Autor:  jhh [ 1 sty 2007, o 19:21 ]
Tytuł: 

seaskipper napisał(a):


Nie trzeba az WSm czy AM ten wzór to:
2,6(Llw)*0.5
to max predkosc pływania wypornosciowego zarówno dla lotniskowca jak i żaglowca, masowca i jachtu.



2.6 Llw *0.5 tzn. 1.3 * Llw ? trochę to dziwnie wygląda...

według mojej wiedzy graniczna szybkość w węzłach to:

1.34 * sqrt(L)

gdzie sqrt to pierwiastek kwadratowy, a L -długość KLW w stopach. Dla współczesnych jachtów o ostrym wejściu wodnicy i przypłaszczonej rufie bliższy prawdy jest współczynnik 1.4 (łódka jest w stanie się wspiąć wyżej na falę własną, nie wchodząc w ślizg).
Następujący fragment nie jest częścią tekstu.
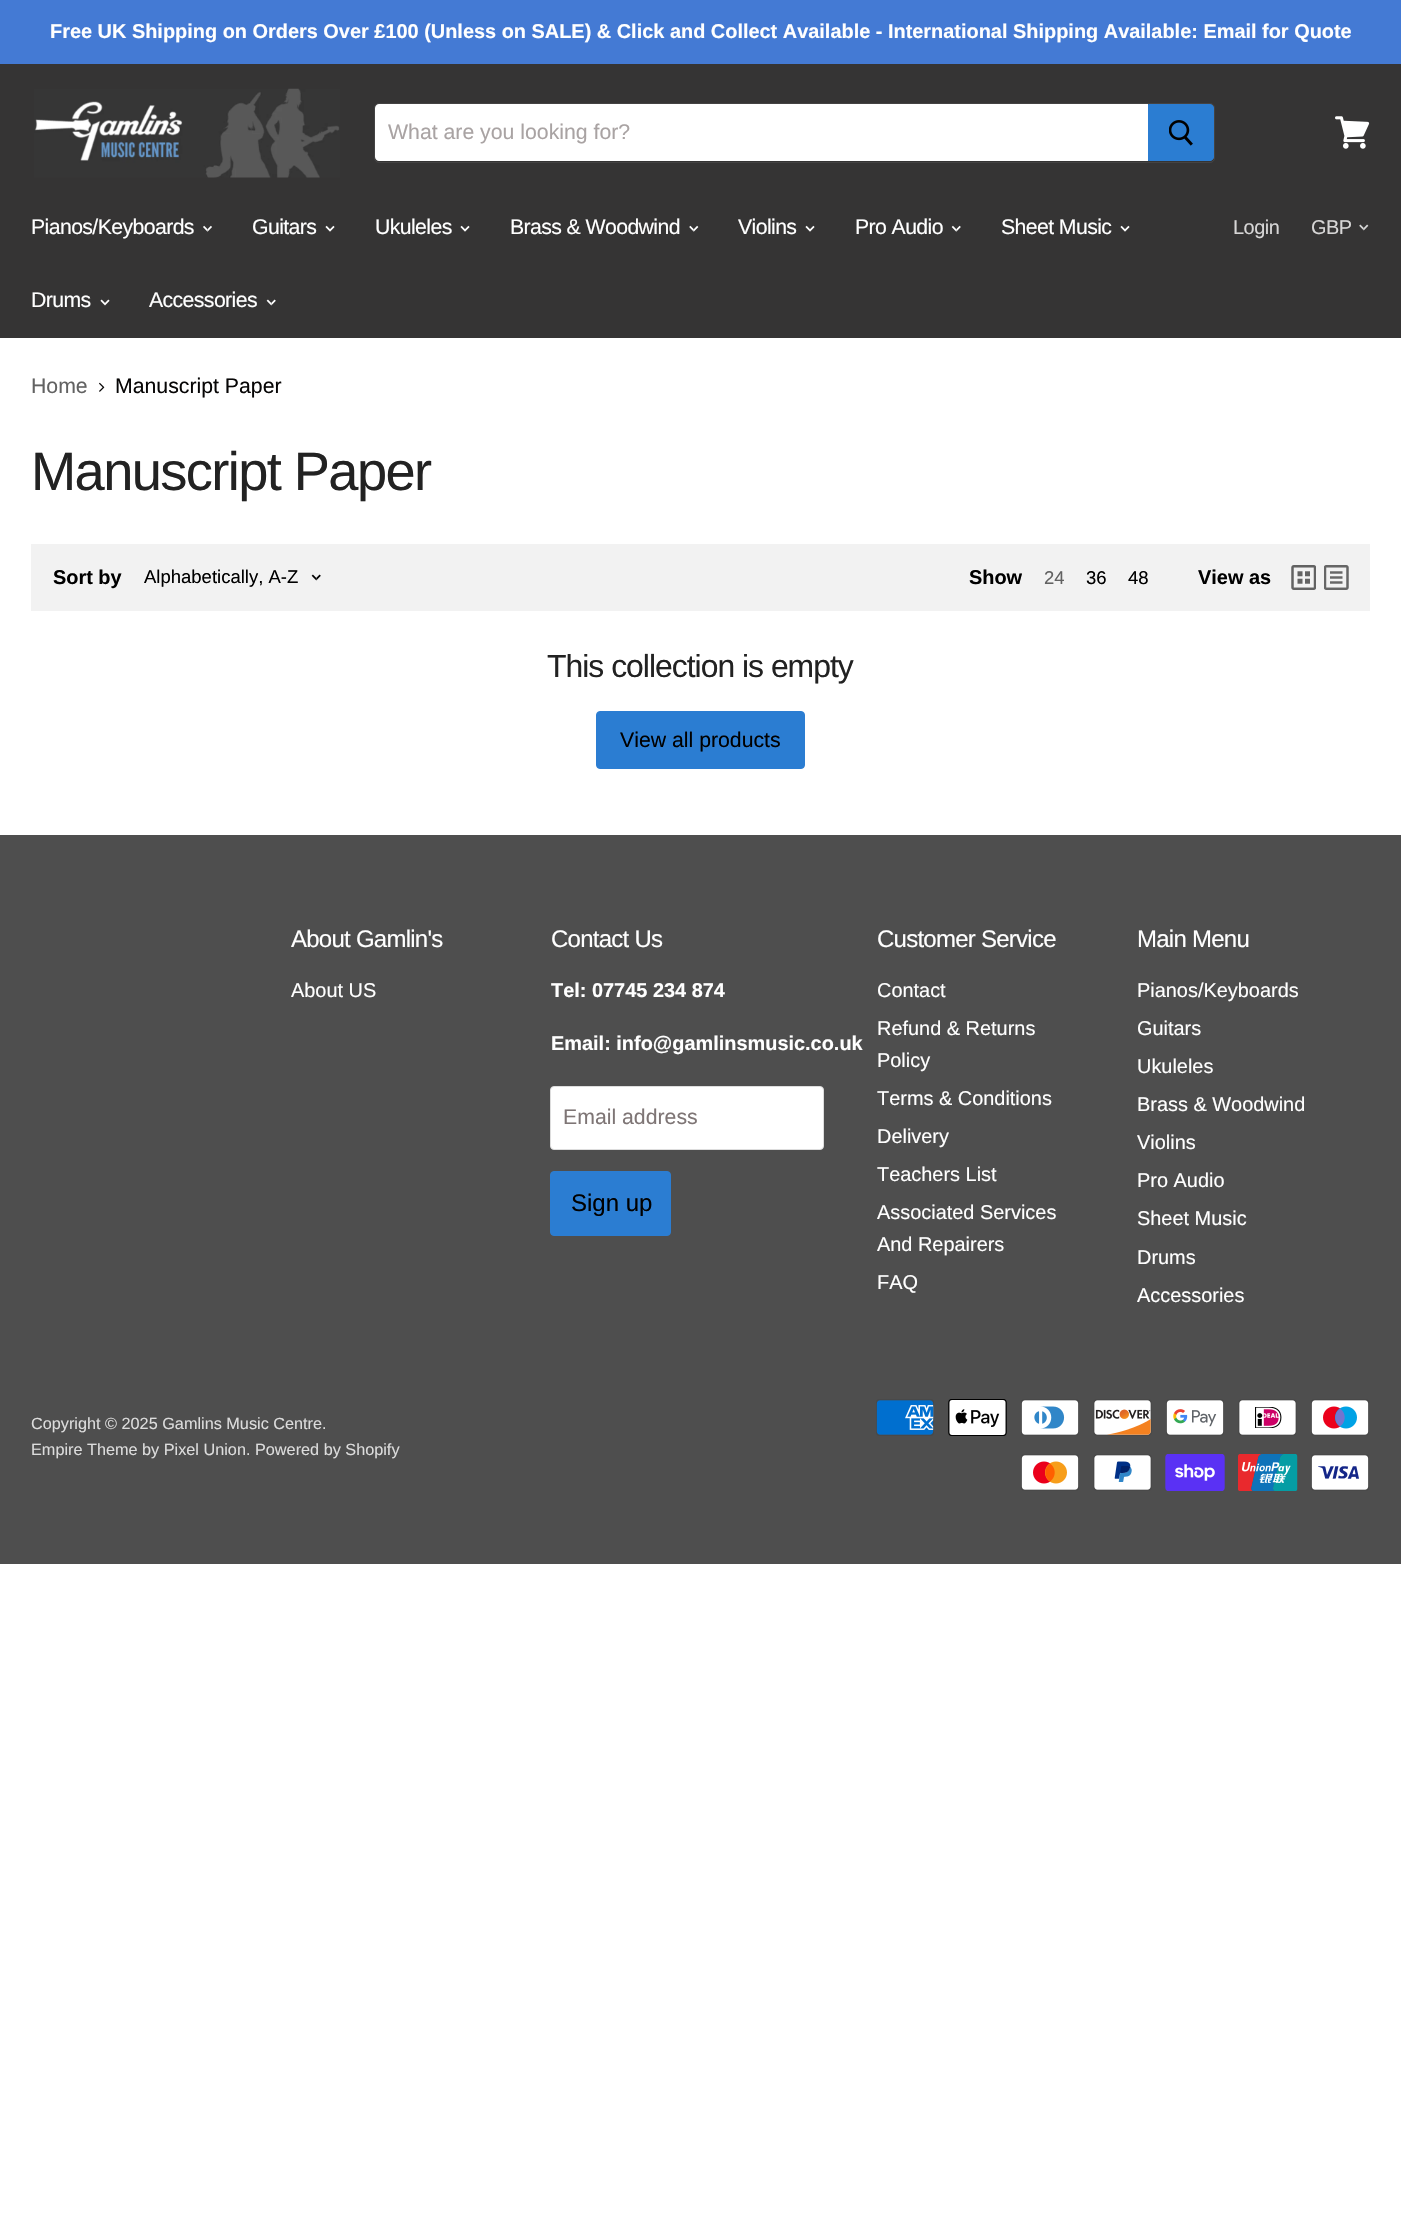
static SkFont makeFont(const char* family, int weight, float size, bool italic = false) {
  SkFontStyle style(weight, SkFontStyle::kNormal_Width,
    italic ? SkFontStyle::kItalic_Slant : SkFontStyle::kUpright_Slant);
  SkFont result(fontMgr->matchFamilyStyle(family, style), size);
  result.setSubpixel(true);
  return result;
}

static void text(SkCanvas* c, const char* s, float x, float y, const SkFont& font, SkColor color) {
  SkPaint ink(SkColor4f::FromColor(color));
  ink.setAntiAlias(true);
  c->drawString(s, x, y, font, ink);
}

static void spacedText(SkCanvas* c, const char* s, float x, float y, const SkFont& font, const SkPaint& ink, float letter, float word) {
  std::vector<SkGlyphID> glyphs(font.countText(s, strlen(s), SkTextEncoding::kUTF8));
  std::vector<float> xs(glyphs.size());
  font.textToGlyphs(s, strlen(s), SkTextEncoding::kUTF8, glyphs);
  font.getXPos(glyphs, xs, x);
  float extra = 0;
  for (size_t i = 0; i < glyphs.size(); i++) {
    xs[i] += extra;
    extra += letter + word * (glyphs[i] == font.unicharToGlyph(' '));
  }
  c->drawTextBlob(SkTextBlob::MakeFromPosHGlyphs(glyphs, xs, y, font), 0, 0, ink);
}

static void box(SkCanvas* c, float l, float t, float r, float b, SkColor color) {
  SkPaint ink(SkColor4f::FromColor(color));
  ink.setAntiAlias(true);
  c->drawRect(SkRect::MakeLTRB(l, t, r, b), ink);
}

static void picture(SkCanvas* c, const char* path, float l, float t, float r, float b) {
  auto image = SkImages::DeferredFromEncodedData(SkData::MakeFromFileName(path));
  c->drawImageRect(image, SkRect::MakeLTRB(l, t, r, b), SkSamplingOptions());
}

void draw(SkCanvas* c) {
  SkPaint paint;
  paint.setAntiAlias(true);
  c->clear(0xffffffff);
  box(c, 0, 0, 1401, 64, 0xff447ad4);
  SkFont face1 = makeFont("Liberation Sans", 700, 19.92f);
  text(c, "Free UK Shipping on Orders Over £100 (Unless on SALE) & Click and Collect Available - International Shipping Available: Email for Quote", 50, 38, face1, 0xffffffff);
  box(c, 0, 64, 1401, 338, 0xff353434);
  picture(c, "img_01.png", 34, 88, 340, 178);
  paint.setStyle(SkPaint::kStroke_Style);
  paint.setStrokeWidth(1);
  paint.setColor(0x337f7f7f);
  c->drawRoundRect(SkRect::MakeLTRB(374.5f, 103.5f, 1214.5f, 162.5f), 4.5f, 4.5f, paint);
  paint.setStyle(SkPaint::kFill_Style);
  paint.setColor(0xffffffff);
  c->drawPath(SkPathBuilder().moveTo(379, 104).lineTo(1148, 104).lineTo(1148, 161).lineTo(379, 161).cubicTo(377, 161, 375, 159, 375, 157).lineTo(375, 108).cubicTo(375, 106, 377, 104, 379, 104).close().detach(), paint);
  SkFont face2 = makeFont("Liberation Sans", 400, 21.25f);
  text(c, "What are you looking for?", 388, 139, face2, 0xffa9a3a3);
  paint.setColor(0xff2b7dd2);
  c->drawPath(SkPathBuilder().moveTo(1148.5f, 104.5f).lineTo(1210, 104.5f).cubicTo(1212, 104.5f, 1213.5f, 106, 1213.5f, 108).lineTo(1213.5f, 157).cubicTo(1213.5f, 159, 1212, 160.5f, 1210, 160.5f).lineTo(1148.5f, 160.5f).close().detach(), paint);
  paint.setStyle(SkPaint::kStroke_Style);
  c->drawPath(SkPathBuilder().moveTo(1148.5f, 104.5f).lineTo(1210, 104.5f).cubicTo(1212, 104.5f, 1213.5f, 106, 1213.5f, 108).lineTo(1213.5f, 157).cubicTo(1213.5f, 159, 1212, 160.5f, 1210, 160.5f).lineTo(1148.5f, 160.5f).close().detach(), paint);
  picture(c, "img_02.png", 1169, 120, 1193, 146);
  picture(c, "img_03.png", 1335, 116, 1370, 149);
  paint.setStyle(SkPaint::kFill_Style);
  paint.setColor(0xffffffff);
  spacedText(c, "Pianos/Keyboards", 31, 234, face2, paint, -0.6f, 0);
  picture(c, "img_04.png", 203, 225, 212, 232);
  spacedText(c, "Guitars", 252, 234, face2, paint, -0.6f, 0);
  picture(c, "img_05.png", 325, 225, 335, 232);
  spacedText(c, "Ukuleles", 375, 234, face2, paint, -0.6f, 0);
  picture(c, "img_05.png", 460, 225, 470, 232);
  spacedText(c, "Brass & Woodwind", 510, 234, face2, paint, -0.6f, 0);
  picture(c, "img_06.png", 689, 225, 699, 232);
  spacedText(c, "Violins", 738, 234, face2, paint, -0.6f, 0);
  picture(c, "img_05.png", 805, 225, 815, 232);
  spacedText(c, "Pro Audio", 855, 234, face2, paint, -0.6f, 0);
  picture(c, "img_07.png", 951, 225, 961, 232);
  spacedText(c, "Sheet Music", 1001, 234, face2, paint, -0.6f, 0);
  picture(c, "img_05.png", 1120, 225, 1130, 232);
  spacedText(c, "Drums", 31, 307, face2, paint, -0.6f, 0);
  picture(c, "img_08.png", 100, 299, 110, 306);
  spacedText(c, "Accessories", 149, 307, face2, paint, -0.6f, 0);
  picture(c, "img_09.png", 266, 299, 276, 306);
  SkFont face3 = makeFont("Liberation Sans", 400, 19.92f);
  paint.setColor(0xffd7d6d6);
  spacedText(c, "Login", 1233, 234, face3, paint, -0.5f, 0);
  spacedText(c, "GBP", 1311, 234, face3, paint, -0.5f, 0);
  picture(c, "img_10.png", 1359, 224, 1369, 231);
  text(c, "Home", 31, 393, face2, 0xff626262);
  picture(c, "img_11.png", 99, 382, 105, 392);
  text(c, "Manuscript Paper", 115, 393, face2, 0xff070606);
  SkFont face4 = makeFont("Liberation Sans", 400, 54.25f);
  paint.setColor(0xff222222);
  spacedText(c, "Manuscript Paper", 31, 490, face4, paint, -1.6f, 0);
  box(c, 31, 544, 1370, 611, 0xfff2f2f2);
  text(c, "Sort by", 53, 584, face1, 0xff000000);
  SkFont face5 = makeFont("Liberation Sans", 400, 18.5f);
  text(c, "Alphabetically, A-Z", 144, 583, face5, 0xff000000);
  picture(c, "img_12.png", 311, 574, 321, 581);
  text(c, "Show", 969, 584, face1, 0xff000000);
  text(c, "24", 1044, 584, face5, 0xff626262);
  text(c, "36", 1086, 584, face5, 0xff000000);
  text(c, "48", 1128, 584, face5, 0xff000000);
  text(c, "View as", 1198, 584, face1, 0xff000000);
  picture(c, "img_13.png", 1291, 565, 1316, 590);
  picture(c, "img_14.png", 1324, 565, 1349, 590);
  SkFont face6 = makeFont("Liberation Sans", 400, 31.9f);
  spacedText(c, "This collection is empty", 547, 677, face6, paint, -1, 0);
  paint.setColor(0xff2b7dd2);
  c->drawRoundRect(SkRect::MakeLTRB(596.5f, 711.5f, 804.5f, 768.5f), 3.5f, 3.5f, paint);
  paint.setStyle(SkPaint::kStroke_Style);
  c->drawRoundRect(SkRect::MakeLTRB(596.5f, 711.5f, 804.5f, 768.5f), 3.5f, 3.5f, paint);
  text(c, "View all products", 620, 747, face2, 0xff000000);
  box(c, 0, 835, 1401, 1564, 0xff4e4e4e);
  SkFont face7 = makeFont("Liberation Sans", 400, 24);
  paint.setStyle(SkPaint::kFill_Style);
  paint.setColor(0xffffffff);
  spacedText(c, "About Gamlin's", 291, 947, face7, paint, -0.75f, 0);
  text(c, "About US", 291, 997, face3, 0xffffffff);
  spacedText(c, "Contact Us", 551, 947, face7, paint, -0.75f, 0);
  text(c, "Tel: 07745 234 874", 551, 997, face1, 0xffffffff);
  text(c, "Email: info@gamlinsmusic.co.uk", 551, 1050, face1, 0xffffffff);
  c->drawRoundRect(SkRect::MakeLTRB(550.5f, 1086.5f, 823.5f, 1149.5f), 3.5f, 3.5f, paint);
  paint.setStyle(SkPaint::kStroke_Style);
  paint.setColor(0xffdddddd);
  c->drawRoundRect(SkRect::MakeLTRB(550.5f, 1086.5f, 823.5f, 1149.5f), 3.5f, 3.5f, paint);
  text(c, "Email address", 563, 1124, face2, 0xff7e7575);
  paint.setStyle(SkPaint::kFill_Style);
  paint.setColor(0xff2b7dd2);
  c->drawRoundRect(SkRect::MakeLTRB(550.5f, 1171.5f, 670.5f, 1235.5f), 3.5f, 3.5f, paint);
  paint.setStyle(SkPaint::kStroke_Style);
  c->drawRoundRect(SkRect::MakeLTRB(550.5f, 1171.5f, 670.5f, 1235.5f), 3.5f, 3.5f, paint);
  text(c, "Sign up", 571, 1211, face7, 0xff000000);
  paint.setStyle(SkPaint::kFill_Style);
  paint.setColor(0xffffffff);
  spacedText(c, "Customer Service", 877, 947, face7, paint, -0.75f, 0);
  text(c, "Contact", 877, 997, face3, 0xffffffff);
  text(c, "Refund & Returns", 877, 1035, face3, 0xffffffff);
  text(c, "Policy", 877, 1067, face3, 0xffffffff);
  text(c, "Terms & Conditions", 877, 1105, face3, 0xffffffff);
  text(c, "Delivery", 877, 1143, face3, 0xffffffff);
  text(c, "Teachers List", 877, 1181, face3, 0xffffffff);
  text(c, "Associated Services", 877, 1219, face3, 0xffffffff);
  text(c, "And Repairers", 877, 1251, face3, 0xffffffff);
  text(c, "FAQ", 877, 1289, face3, 0xffffffff);
  spacedText(c, "Main Menu", 1137, 947, face7, paint, -0.75f, 0);
  text(c, "Pianos/Keyboards", 1137, 997, face3, 0xffffffff);
  text(c, "Guitars", 1137, 1035, face3, 0xffffffff);
  text(c, "Ukuleles", 1137, 1073, face3, 0xffffffff);
  text(c, "Brass & Woodwind", 1137, 1111, face3, 0xffffffff);
  text(c, "Violins", 1137, 1149, face3, 0xffffffff);
  text(c, "Pro Audio", 1137, 1187, face3, 0xffffffff);
  text(c, "Sheet Music", 1137, 1225, face3, 0xffffffff);
  text(c, "Drums", 1137, 1264, face3, 0xffffffff);
  text(c, "Accessories", 1137, 1302, face3, 0xffffffff);
  SkFont face8 = makeFont("Liberation Sans", 400, 16.25f);
  text(c, "Copyright © 2025 Gamlins Music Centre.", 31, 1429, face8, 0xffdcdcdc);
  text(c, "Empire Theme by Pixel Union. Powered by Shopify", 31, 1455, face8, 0xffdcdcdc);
  picture(c, "img_15.png", 876, 1399, 934, 1436);
  picture(c, "img_16.png", 948, 1399, 1007, 1436);
  picture(c, "img_17.png", 1021, 1399, 1079, 1436);
  picture(c, "img_18.png", 1093, 1399, 1152, 1436);
  picture(c, "img_19.png", 1166, 1399, 1224, 1436);
  picture(c, "img_20.png", 1238, 1399, 1297, 1436);
  picture(c, "img_21.png", 1311, 1399, 1369, 1436);
  picture(c, "img_22.png", 1021, 1454, 1079, 1491);
  picture(c, "img_23.png", 1093, 1454, 1152, 1491);
  picture(c, "img_24.png", 1165, 1454, 1225, 1491);
  picture(c, "img_25.png", 1238, 1454, 1298, 1491);
  picture(c, "img_26.png", 1311, 1454, 1369, 1491);
}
Jak ktoś musi, może to sobie przeliczyć na SI :wink:

i oczywiście szczęśliwego, wietrznego ale pogodnego Nowego Roku

jhh

Autor:  seaskipper [ 1 sty 2007, o 22:28 ]
Tytuł: 

przelicz sobie sqrt( 3) i wtedy sie Tobie zgodzi
A gwoli wyjasnienia sqt(x) = (x)*0.5
tak tez sie zapisuje

Autor:  neroxxx [ 1 sty 2007, o 22:47 ]
Tytuł: 

Cytuj:
1.34 * sqrt(L)


No to by wychodziło dla mojego jachtu 6,67..nieźle :)
a dla 13,5 metrowego Opala 8,57..a pamiętam jak dziś że szliśmy Opalem 9,2 (prędkośc z GPS'u) i to bez bezana.

Autor:  seaskipper [ 2 sty 2007, o 00:26 ]
Tytuł: 

Na pancerniku czyli j80 miałem kiedys ponad 9kt, na opalu ponad 10kt ale z pradem pływowym.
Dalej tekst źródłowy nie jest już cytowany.